Of the lines below, copy those that hold the word "hand".
=== Material for this task ===
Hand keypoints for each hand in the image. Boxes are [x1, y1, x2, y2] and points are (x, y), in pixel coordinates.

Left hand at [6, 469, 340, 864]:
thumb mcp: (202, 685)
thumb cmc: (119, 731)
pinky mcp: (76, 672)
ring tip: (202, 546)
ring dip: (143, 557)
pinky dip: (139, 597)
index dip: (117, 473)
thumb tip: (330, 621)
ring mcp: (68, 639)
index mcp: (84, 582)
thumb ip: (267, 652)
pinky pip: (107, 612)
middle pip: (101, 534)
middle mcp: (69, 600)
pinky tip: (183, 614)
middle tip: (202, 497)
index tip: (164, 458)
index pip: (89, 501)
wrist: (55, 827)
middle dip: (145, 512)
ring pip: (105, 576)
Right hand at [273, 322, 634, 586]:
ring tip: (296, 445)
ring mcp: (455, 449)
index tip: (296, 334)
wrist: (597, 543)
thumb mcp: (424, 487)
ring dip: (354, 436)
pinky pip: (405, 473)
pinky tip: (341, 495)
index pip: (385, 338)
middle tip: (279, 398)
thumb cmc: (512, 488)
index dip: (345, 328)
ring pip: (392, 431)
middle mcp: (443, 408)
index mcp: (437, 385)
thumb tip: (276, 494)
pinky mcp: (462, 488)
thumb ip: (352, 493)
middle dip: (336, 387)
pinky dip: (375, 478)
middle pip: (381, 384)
===
=== Material for this task ===
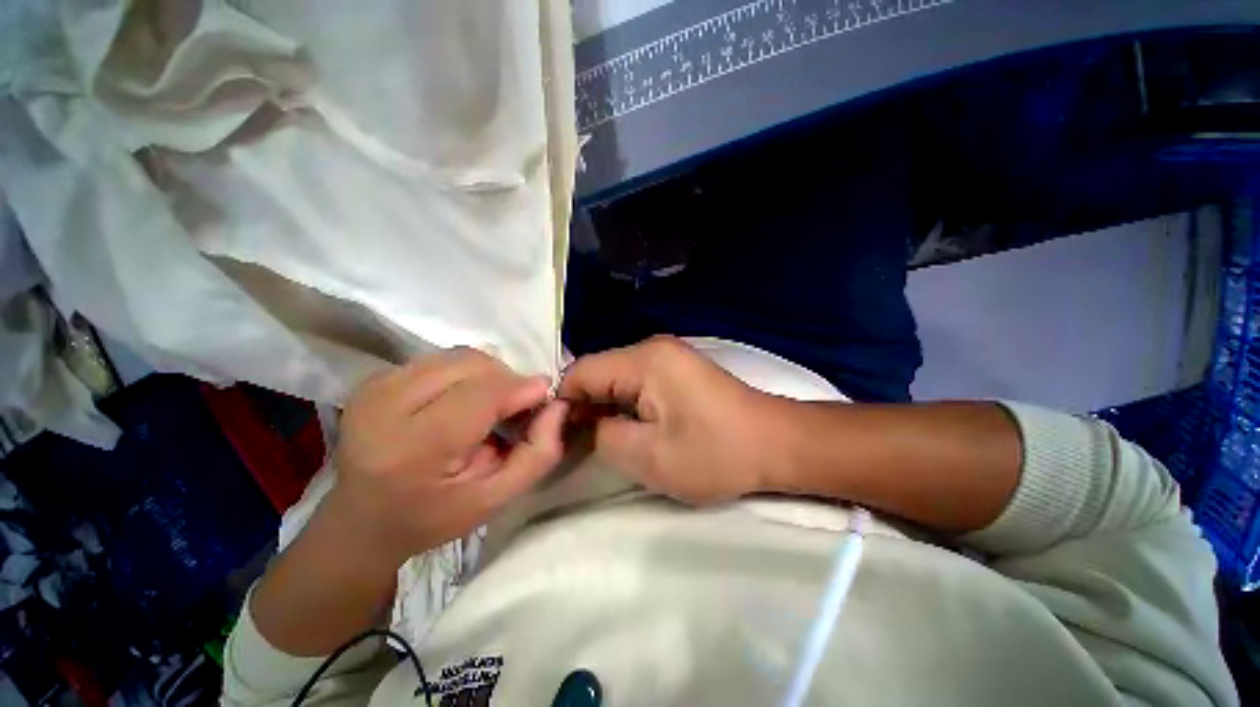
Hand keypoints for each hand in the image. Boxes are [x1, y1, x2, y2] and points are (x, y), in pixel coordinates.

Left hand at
===
=== Material for this task ===
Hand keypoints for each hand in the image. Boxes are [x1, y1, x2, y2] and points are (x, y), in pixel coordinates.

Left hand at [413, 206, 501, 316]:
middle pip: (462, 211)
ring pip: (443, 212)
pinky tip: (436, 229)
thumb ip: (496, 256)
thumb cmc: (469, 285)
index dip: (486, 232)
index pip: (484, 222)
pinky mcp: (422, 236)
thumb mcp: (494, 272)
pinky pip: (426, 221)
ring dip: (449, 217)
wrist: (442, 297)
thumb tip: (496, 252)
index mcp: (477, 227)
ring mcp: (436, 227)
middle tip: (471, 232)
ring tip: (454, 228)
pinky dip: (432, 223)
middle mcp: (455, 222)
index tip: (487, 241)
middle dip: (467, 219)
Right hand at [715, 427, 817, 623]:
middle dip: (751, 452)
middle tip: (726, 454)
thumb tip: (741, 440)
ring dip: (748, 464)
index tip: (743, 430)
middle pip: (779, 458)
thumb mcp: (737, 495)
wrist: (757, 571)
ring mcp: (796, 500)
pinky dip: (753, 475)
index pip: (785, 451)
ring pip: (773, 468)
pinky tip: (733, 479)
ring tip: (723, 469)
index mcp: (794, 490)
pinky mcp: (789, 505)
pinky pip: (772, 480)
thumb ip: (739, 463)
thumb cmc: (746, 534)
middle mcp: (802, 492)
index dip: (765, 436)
===
Answer for the task -
Hand keypoints for each hand in the image. Boxes are [x1, y1, x2, y2] and points are (x, y), in pixel coordinates.
Left hand at [6, 469, 340, 864]:
Right hand at [273, 322, 634, 586]:
Hand keypoints for each hand in the image. Boxes are [x1, y1, x2, y2] and points are (x, y), in pixel coordinates.
Left hand at
Hand keypoints for each hand in the image. Boxes are [x1, y1, x2, y2] and points are (x, y), in pixel coordinates.
Left hand at [413, 206, 501, 316]:
Right hand at [715, 427, 817, 623]:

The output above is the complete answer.